═════ RECORDS
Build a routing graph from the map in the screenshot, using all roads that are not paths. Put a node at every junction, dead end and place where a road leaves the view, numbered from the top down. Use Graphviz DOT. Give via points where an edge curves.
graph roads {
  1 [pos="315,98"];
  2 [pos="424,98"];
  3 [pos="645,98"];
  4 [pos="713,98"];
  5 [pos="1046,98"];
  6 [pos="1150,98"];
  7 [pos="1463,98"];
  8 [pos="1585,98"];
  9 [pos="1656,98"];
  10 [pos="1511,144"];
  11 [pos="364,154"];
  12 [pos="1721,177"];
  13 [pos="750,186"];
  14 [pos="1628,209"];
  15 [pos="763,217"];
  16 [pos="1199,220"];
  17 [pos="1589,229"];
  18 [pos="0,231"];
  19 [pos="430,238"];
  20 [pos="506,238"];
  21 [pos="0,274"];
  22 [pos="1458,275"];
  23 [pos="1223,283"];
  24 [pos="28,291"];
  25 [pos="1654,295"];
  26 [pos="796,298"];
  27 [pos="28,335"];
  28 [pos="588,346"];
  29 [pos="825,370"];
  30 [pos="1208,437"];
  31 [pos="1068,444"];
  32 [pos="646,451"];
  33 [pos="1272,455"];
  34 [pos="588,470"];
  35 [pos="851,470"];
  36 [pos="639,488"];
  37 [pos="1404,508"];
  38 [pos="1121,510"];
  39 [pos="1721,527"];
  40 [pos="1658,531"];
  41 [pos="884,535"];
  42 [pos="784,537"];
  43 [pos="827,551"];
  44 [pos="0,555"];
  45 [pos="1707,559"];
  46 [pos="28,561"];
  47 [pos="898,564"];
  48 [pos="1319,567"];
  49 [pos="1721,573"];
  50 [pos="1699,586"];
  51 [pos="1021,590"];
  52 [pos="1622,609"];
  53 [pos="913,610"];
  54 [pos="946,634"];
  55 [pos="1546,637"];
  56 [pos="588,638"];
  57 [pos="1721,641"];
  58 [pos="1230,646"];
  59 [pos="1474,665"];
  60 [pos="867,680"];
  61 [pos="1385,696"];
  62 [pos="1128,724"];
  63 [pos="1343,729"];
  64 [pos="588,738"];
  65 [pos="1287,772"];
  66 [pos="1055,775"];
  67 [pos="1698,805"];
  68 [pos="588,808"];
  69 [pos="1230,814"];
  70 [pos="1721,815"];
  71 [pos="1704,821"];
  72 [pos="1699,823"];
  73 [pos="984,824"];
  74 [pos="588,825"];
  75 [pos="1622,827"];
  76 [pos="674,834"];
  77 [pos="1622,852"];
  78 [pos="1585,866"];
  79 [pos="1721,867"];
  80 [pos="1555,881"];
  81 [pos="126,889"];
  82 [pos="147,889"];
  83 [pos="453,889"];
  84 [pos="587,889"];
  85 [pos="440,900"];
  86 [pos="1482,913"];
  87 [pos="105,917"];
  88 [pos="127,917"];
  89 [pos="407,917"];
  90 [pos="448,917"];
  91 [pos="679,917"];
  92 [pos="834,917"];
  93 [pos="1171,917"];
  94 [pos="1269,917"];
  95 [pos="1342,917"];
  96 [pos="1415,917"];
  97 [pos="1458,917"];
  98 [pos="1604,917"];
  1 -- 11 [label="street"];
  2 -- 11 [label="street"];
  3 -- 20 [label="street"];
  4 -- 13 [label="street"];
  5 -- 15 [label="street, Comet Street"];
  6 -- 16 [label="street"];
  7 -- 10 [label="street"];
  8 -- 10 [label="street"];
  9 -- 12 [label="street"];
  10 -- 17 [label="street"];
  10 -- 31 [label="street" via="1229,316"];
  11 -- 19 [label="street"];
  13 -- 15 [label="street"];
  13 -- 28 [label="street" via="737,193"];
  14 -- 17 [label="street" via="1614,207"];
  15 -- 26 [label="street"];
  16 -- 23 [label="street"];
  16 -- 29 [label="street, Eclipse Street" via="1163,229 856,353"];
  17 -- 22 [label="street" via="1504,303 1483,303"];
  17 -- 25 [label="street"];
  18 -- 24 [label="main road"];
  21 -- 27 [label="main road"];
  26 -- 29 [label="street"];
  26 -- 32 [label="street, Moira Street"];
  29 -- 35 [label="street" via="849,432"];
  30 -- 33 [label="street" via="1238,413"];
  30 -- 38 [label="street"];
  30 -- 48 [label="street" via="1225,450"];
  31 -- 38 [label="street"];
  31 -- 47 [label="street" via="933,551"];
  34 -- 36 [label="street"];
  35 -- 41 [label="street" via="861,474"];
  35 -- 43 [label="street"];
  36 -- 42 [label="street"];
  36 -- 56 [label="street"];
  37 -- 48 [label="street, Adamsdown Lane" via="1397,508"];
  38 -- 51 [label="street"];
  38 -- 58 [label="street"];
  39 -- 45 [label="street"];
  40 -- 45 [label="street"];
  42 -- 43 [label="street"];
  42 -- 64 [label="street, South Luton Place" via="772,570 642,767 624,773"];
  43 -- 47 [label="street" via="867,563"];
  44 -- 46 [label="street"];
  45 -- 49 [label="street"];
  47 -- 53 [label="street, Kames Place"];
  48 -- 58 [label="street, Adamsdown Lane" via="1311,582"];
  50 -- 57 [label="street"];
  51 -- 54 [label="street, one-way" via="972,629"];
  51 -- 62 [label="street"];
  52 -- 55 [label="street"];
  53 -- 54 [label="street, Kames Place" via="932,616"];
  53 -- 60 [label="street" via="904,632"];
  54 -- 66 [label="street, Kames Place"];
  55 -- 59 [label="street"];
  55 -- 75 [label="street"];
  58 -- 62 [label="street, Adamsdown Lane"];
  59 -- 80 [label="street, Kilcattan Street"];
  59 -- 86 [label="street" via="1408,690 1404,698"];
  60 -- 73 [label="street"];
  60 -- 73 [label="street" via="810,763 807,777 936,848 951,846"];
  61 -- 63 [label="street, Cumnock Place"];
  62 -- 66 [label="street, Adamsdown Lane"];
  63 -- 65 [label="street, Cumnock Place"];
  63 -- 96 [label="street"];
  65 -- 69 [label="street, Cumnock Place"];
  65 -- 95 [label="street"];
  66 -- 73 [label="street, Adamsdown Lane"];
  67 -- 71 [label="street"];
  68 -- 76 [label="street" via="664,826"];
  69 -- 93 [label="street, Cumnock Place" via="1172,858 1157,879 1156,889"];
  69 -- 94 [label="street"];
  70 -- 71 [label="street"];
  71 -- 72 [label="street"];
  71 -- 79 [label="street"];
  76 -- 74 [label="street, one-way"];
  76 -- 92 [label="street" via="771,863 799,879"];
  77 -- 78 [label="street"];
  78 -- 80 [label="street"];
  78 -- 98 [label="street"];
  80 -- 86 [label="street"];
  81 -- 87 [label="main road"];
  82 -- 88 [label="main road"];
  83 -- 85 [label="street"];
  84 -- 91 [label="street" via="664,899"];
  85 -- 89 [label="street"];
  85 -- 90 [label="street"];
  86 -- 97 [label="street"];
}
══════════
» PROBLEM DETAILS
Reproduce every record above exactly.

» WORKED SOLUTION
Build a routing graph from the map in the screenshot, using all roads that are not paths. Put a node at every junction, dead end and place where a road leaves the view, numbered from the top down. Use Graphviz DOT. Give via points where an edge curves.
graph roads {
  1 [pos="315,98"];
  2 [pos="424,98"];
  3 [pos="645,98"];
  4 [pos="713,98"];
  5 [pos="1046,98"];
  6 [pos="1150,98"];
  7 [pos="1463,98"];
  8 [pos="1585,98"];
  9 [pos="1656,98"];
  10 [pos="1511,144"];
  11 [pos="364,154"];
  12 [pos="1721,177"];
  13 [pos="750,186"];
  14 [pos="1628,209"];
  15 [pos="763,217"];
  16 [pos="1199,220"];
  17 [pos="1589,229"];
  18 [pos="0,231"];
  19 [pos="430,238"];
  20 [pos="506,238"];
  21 [pos="0,274"];
  22 [pos="1458,275"];
  23 [pos="1223,283"];
  24 [pos="28,291"];
  25 [pos="1654,295"];
  26 [pos="796,298"];
  27 [pos="28,335"];
  28 [pos="588,346"];
  29 [pos="825,370"];
  30 [pos="1208,437"];
  31 [pos="1068,444"];
  32 [pos="646,451"];
  33 [pos="1272,455"];
  34 [pos="588,470"];
  35 [pos="851,470"];
  36 [pos="639,488"];
  37 [pos="1404,508"];
  38 [pos="1121,510"];
  39 [pos="1721,527"];
  40 [pos="1658,531"];
  41 [pos="884,535"];
  42 [pos="784,537"];
  43 [pos="827,551"];
  44 [pos="0,555"];
  45 [pos="1707,559"];
  46 [pos="28,561"];
  47 [pos="898,564"];
  48 [pos="1319,567"];
  49 [pos="1721,573"];
  50 [pos="1699,586"];
  51 [pos="1021,590"];
  52 [pos="1622,609"];
  53 [pos="913,610"];
  54 [pos="946,634"];
  55 [pos="1546,637"];
  56 [pos="588,638"];
  57 [pos="1721,641"];
  58 [pos="1230,646"];
  59 [pos="1474,665"];
  60 [pos="867,680"];
  61 [pos="1385,696"];
  62 [pos="1128,724"];
  63 [pos="1343,729"];
  64 [pos="588,738"];
  65 [pos="1287,772"];
  66 [pos="1055,775"];
  67 [pos="1698,805"];
  68 [pos="588,808"];
  69 [pos="1230,814"];
  70 [pos="1721,815"];
  71 [pos="1704,821"];
  72 [pos="1699,823"];
  73 [pos="984,824"];
  74 [pos="588,825"];
  75 [pos="1622,827"];
  76 [pos="674,834"];
  77 [pos="1622,852"];
  78 [pos="1585,866"];
  79 [pos="1721,867"];
  80 [pos="1555,881"];
  81 [pos="126,889"];
  82 [pos="147,889"];
  83 [pos="453,889"];
  84 [pos="587,889"];
  85 [pos="440,900"];
  86 [pos="1482,913"];
  87 [pos="105,917"];
  88 [pos="127,917"];
  89 [pos="407,917"];
  90 [pos="448,917"];
  91 [pos="679,917"];
  92 [pos="834,917"];
  93 [pos="1171,917"];
  94 [pos="1269,917"];
  95 [pos="1342,917"];
  96 [pos="1415,917"];
  97 [pos="1458,917"];
  98 [pos="1604,917"];
  1 -- 11 [label="street"];
  2 -- 11 [label="street"];
  3 -- 20 [label="street"];
  4 -- 13 [label="street"];
  5 -- 15 [label="street, Comet Street"];
  6 -- 16 [label="street"];
  7 -- 10 [label="street"];
  8 -- 10 [label="street"];
  9 -- 12 [label="street"];
  10 -- 17 [label="street"];
  10 -- 31 [label="street" via="1229,316"];
  11 -- 19 [label="street"];
  13 -- 15 [label="street"];
  13 -- 28 [label="street" via="737,193"];
  14 -- 17 [label="street" via="1614,207"];
  15 -- 26 [label="street"];
  16 -- 23 [label="street"];
  16 -- 29 [label="street, Eclipse Street" via="1163,229 856,353"];
  17 -- 22 [label="street" via="1504,303 1483,303"];
  17 -- 25 [label="street"];
  18 -- 24 [label="main road"];
  21 -- 27 [label="main road"];
  26 -- 29 [label="street"];
  26 -- 32 [label="street, Moira Street"];
  29 -- 35 [label="street" via="849,432"];
  30 -- 33 [label="street" via="1238,413"];
  30 -- 38 [label="street"];
  30 -- 48 [label="street" via="1225,450"];
  31 -- 38 [label="street"];
  31 -- 47 [label="street" via="933,551"];
  34 -- 36 [label="street"];
  35 -- 41 [label="street" via="861,474"];
  35 -- 43 [label="street"];
  36 -- 42 [label="street"];
  36 -- 56 [label="street"];
  37 -- 48 [label="street, Adamsdown Lane" via="1397,508"];
  38 -- 51 [label="street"];
  38 -- 58 [label="street"];
  39 -- 45 [label="street"];
  40 -- 45 [label="street"];
  42 -- 43 [label="street"];
  42 -- 64 [label="street, South Luton Place" via="772,570 642,767 624,773"];
  43 -- 47 [label="street" via="867,563"];
  44 -- 46 [label="street"];
  45 -- 49 [label="street"];
  47 -- 53 [label="street, Kames Place"];
  48 -- 58 [label="street, Adamsdown Lane" via="1311,582"];
  50 -- 57 [label="street"];
  51 -- 54 [label="street, one-way" via="972,629"];
  51 -- 62 [label="street"];
  52 -- 55 [label="street"];
  53 -- 54 [label="street, Kames Place" via="932,616"];
  53 -- 60 [label="street" via="904,632"];
  54 -- 66 [label="street, Kames Place"];
  55 -- 59 [label="street"];
  55 -- 75 [label="street"];
  58 -- 62 [label="street, Adamsdown Lane"];
  59 -- 80 [label="street, Kilcattan Street"];
  59 -- 86 [label="street" via="1408,690 1404,698"];
  60 -- 73 [label="street"];
  60 -- 73 [label="street" via="810,763 807,777 936,848 951,846"];
  61 -- 63 [label="street, Cumnock Place"];
  62 -- 66 [label="street, Adamsdown Lane"];
  63 -- 65 [label="street, Cumnock Place"];
  63 -- 96 [label="street"];
  65 -- 69 [label="street, Cumnock Place"];
  65 -- 95 [label="street"];
  66 -- 73 [label="street, Adamsdown Lane"];
  67 -- 71 [label="street"];
  68 -- 76 [label="street" via="664,826"];
  69 -- 93 [label="street, Cumnock Place" via="1172,858 1157,879 1156,889"];
  69 -- 94 [label="street"];
  70 -- 71 [label="street"];
  71 -- 72 [label="street"];
  71 -- 79 [label="street"];
  76 -- 74 [label="street, one-way"];
  76 -- 92 [label="street" via="771,863 799,879"];
  77 -- 78 [label="street"];
  78 -- 80 [label="street"];
  78 -- 98 [label="street"];
  80 -- 86 [label="street"];
  81 -- 87 [label="main road"];
  82 -- 88 [label="main road"];
  83 -- 85 [label="street"];
  84 -- 91 [label="street" via="664,899"];
  85 -- 89 [label="street"];
  85 -- 90 [label="street"];
  86 -- 97 [label="street"];
}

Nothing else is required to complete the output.